§ INFORMATION PROVIDED:
+ + + +

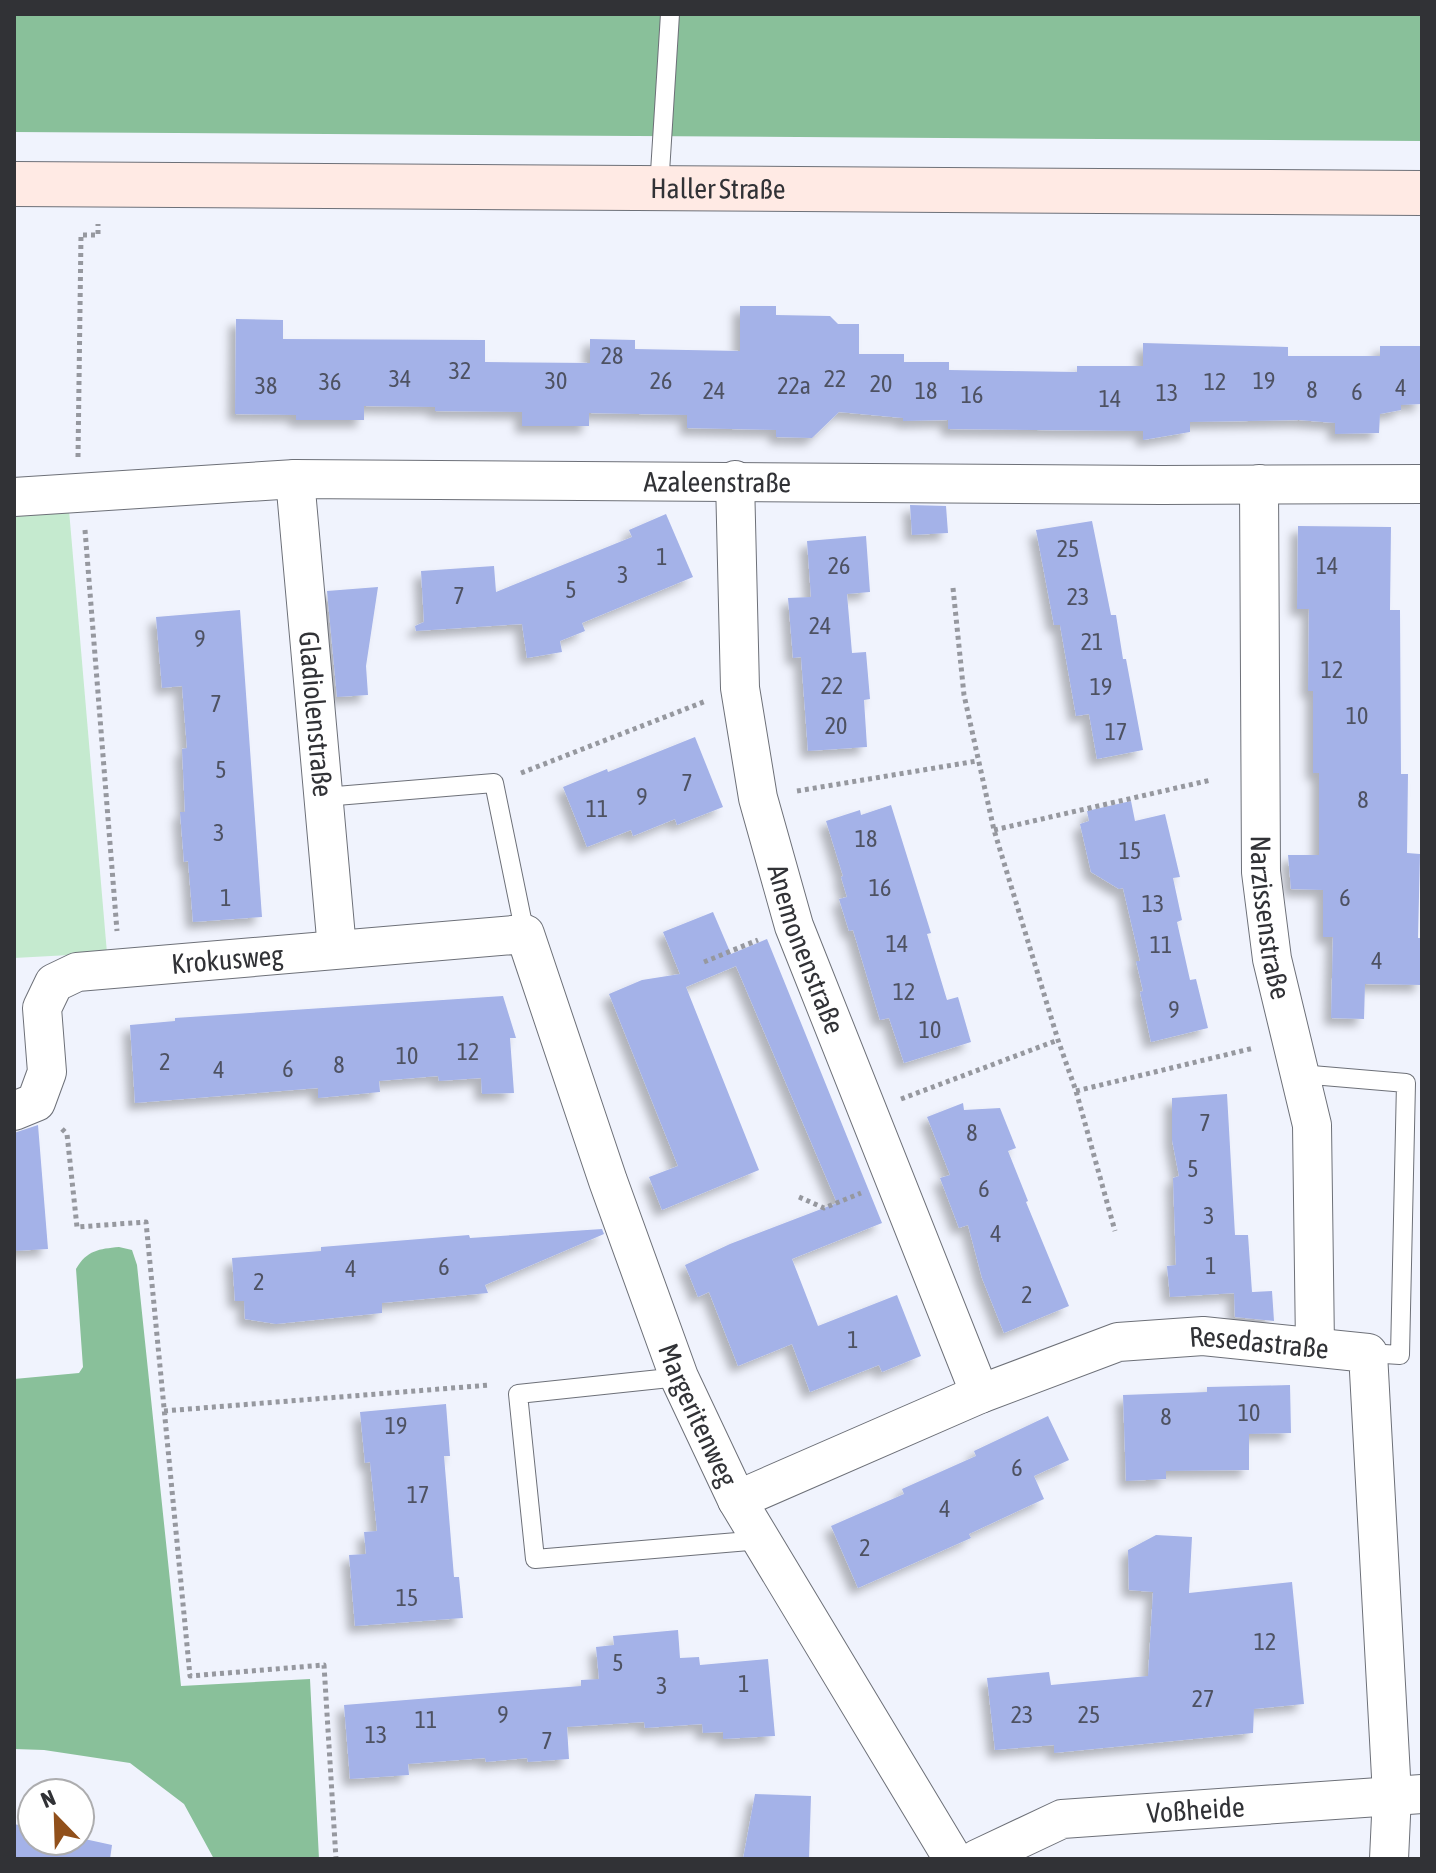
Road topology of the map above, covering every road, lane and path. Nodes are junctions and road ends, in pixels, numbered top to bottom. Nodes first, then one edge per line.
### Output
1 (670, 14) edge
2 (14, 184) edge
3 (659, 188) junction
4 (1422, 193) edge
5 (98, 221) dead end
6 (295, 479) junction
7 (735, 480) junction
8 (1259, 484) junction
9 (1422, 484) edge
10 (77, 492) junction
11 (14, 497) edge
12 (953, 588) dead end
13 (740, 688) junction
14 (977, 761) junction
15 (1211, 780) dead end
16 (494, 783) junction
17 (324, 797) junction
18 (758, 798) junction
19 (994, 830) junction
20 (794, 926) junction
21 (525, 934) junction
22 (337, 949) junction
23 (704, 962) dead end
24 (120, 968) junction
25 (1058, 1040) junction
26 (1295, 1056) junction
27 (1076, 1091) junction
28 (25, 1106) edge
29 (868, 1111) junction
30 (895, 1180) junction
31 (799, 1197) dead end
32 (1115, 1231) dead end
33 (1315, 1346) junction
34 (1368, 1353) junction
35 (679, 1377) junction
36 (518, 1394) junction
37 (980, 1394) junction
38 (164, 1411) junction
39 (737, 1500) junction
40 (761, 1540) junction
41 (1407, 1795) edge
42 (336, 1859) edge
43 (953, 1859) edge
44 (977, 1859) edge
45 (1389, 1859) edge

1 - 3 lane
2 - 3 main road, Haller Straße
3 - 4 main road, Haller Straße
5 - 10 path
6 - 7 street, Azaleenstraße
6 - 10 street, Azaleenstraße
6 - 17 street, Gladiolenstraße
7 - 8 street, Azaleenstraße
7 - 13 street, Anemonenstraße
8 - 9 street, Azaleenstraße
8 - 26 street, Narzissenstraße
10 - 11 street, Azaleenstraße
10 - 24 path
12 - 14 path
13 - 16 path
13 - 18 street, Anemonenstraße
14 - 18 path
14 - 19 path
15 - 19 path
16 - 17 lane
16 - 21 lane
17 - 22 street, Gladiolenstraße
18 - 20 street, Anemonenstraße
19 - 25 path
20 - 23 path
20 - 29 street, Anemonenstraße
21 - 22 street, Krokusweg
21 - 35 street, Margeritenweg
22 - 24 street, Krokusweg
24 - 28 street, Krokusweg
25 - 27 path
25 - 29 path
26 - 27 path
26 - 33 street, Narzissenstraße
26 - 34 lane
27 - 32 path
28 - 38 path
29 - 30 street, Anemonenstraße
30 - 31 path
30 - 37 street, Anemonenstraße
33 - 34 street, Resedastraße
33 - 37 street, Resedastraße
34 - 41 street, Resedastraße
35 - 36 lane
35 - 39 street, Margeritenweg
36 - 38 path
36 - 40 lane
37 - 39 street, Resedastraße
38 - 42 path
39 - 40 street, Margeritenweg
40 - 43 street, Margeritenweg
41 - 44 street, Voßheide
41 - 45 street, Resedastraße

+ + + +

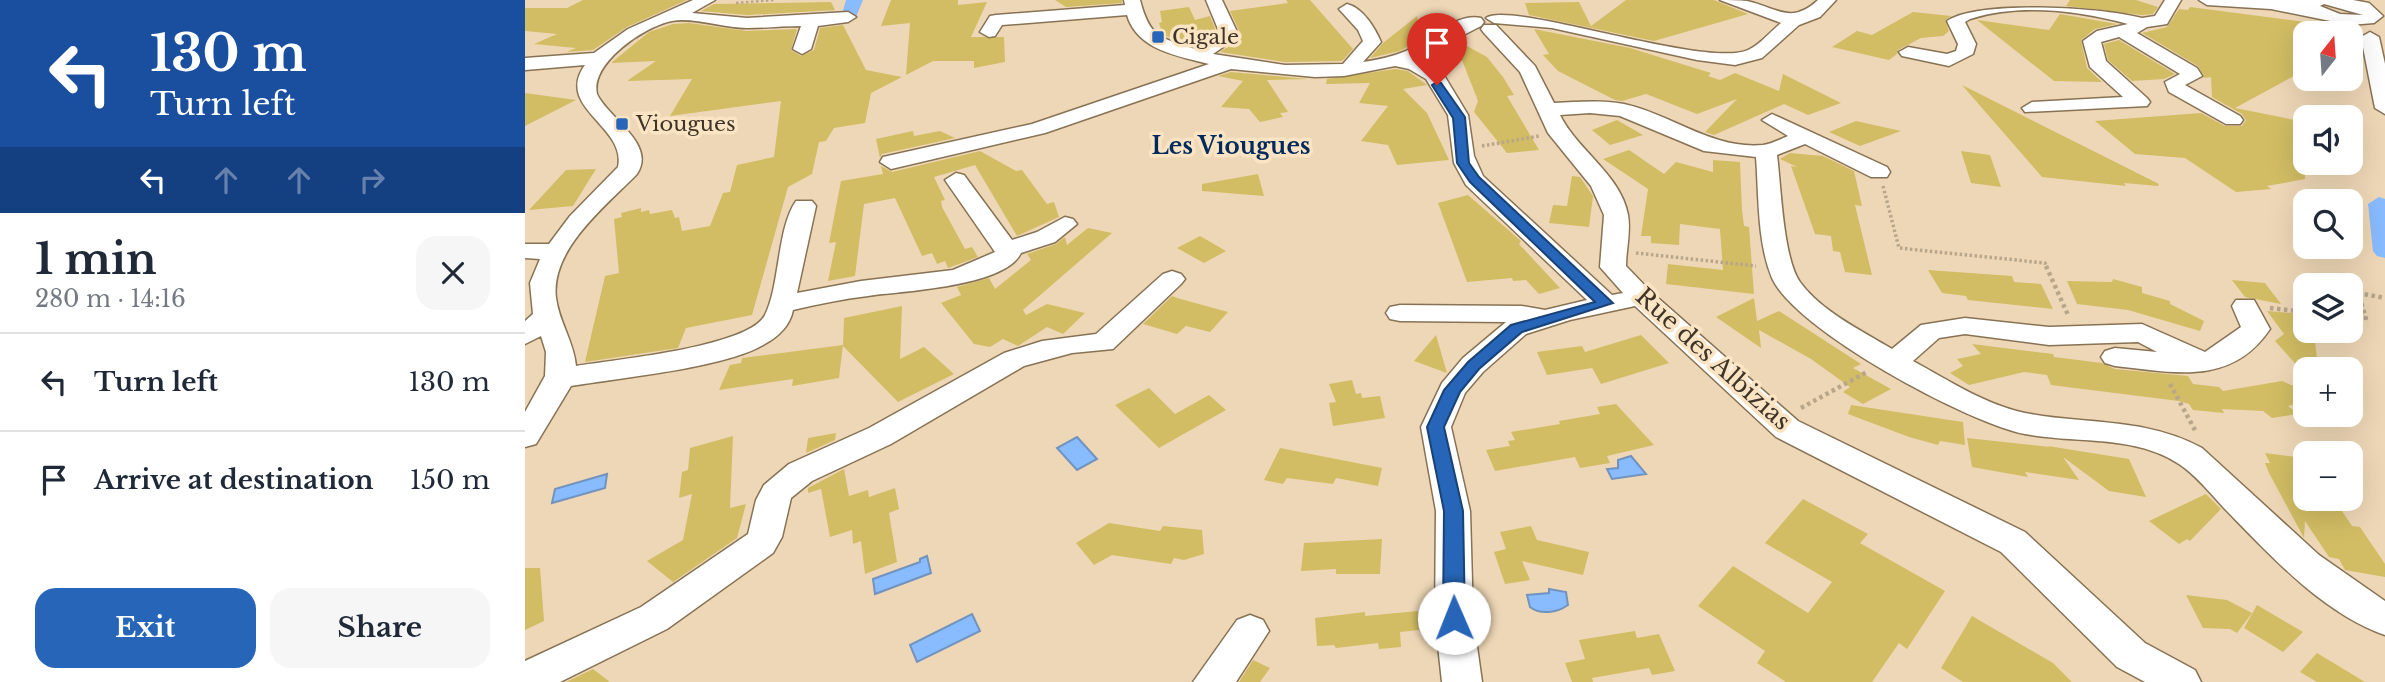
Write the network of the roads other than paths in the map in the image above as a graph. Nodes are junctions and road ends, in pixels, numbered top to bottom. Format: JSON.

+ + + +

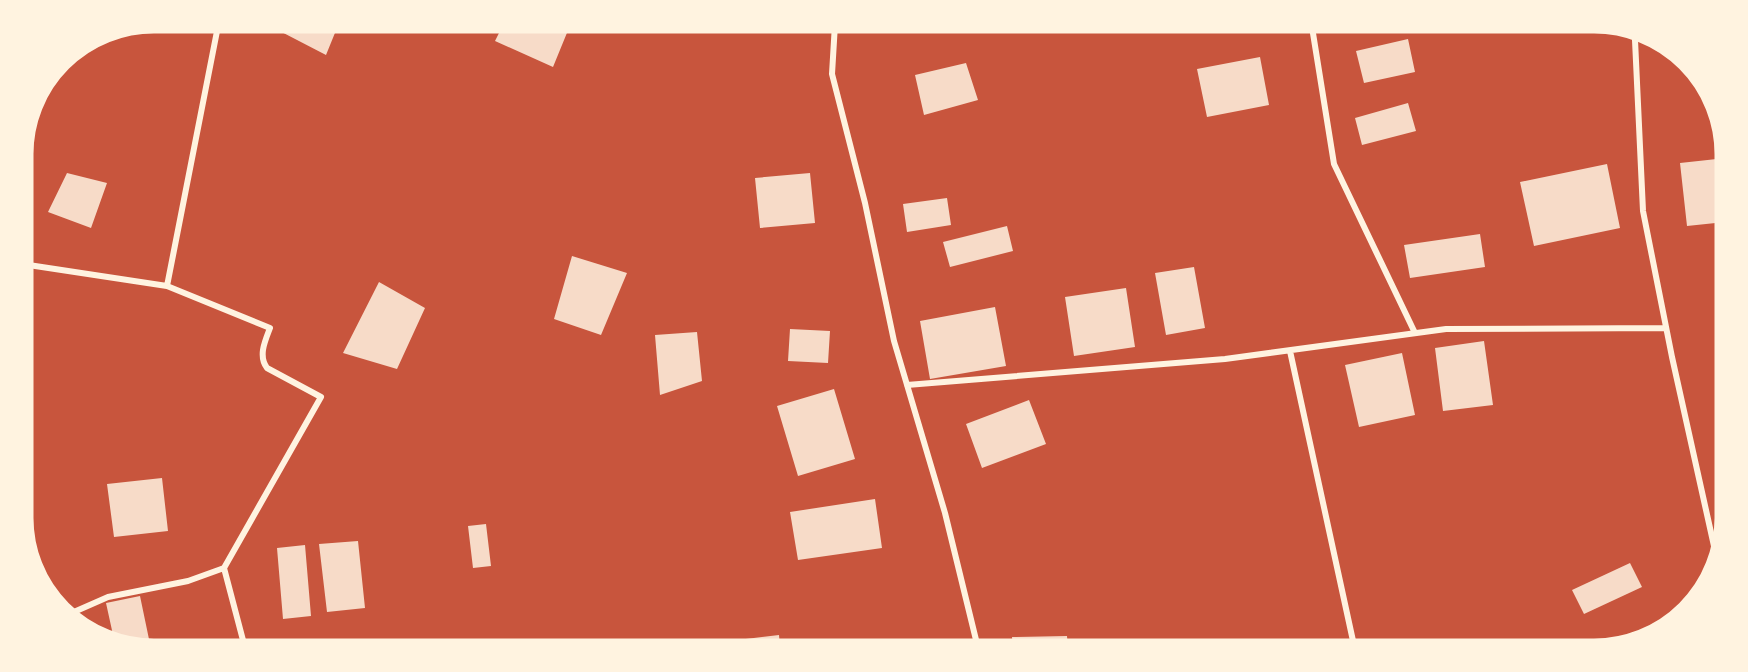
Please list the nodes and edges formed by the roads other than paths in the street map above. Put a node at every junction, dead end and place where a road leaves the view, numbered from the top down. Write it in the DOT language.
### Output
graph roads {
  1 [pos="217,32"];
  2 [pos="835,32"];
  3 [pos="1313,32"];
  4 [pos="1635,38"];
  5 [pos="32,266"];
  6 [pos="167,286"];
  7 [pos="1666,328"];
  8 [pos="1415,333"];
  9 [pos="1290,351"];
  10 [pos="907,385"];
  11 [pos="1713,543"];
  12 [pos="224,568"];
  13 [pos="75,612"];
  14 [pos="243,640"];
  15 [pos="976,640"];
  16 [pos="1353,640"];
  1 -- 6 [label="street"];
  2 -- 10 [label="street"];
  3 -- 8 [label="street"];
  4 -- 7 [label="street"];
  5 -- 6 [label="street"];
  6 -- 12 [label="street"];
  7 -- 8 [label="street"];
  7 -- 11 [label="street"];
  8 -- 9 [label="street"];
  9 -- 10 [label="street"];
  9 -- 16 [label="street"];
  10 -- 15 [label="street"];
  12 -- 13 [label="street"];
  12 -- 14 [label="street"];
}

+ + + +

§ INSTRUCTIONS FOR THE TASK: In the listing above, locate each line with "paths" and copy it.

§ ANSWER:
Write the network of the roads other than paths in the map in the image above as a graph. Nodes are junctions and road ends, in pixels, numbered top to bottom. Format: JSON.
Please list the nodes and edges formed by the roads other than paths in the street map above. Put a node at every junction, dead end and place where a road leaves the view, numbered from the top down. Write it in the DOT language.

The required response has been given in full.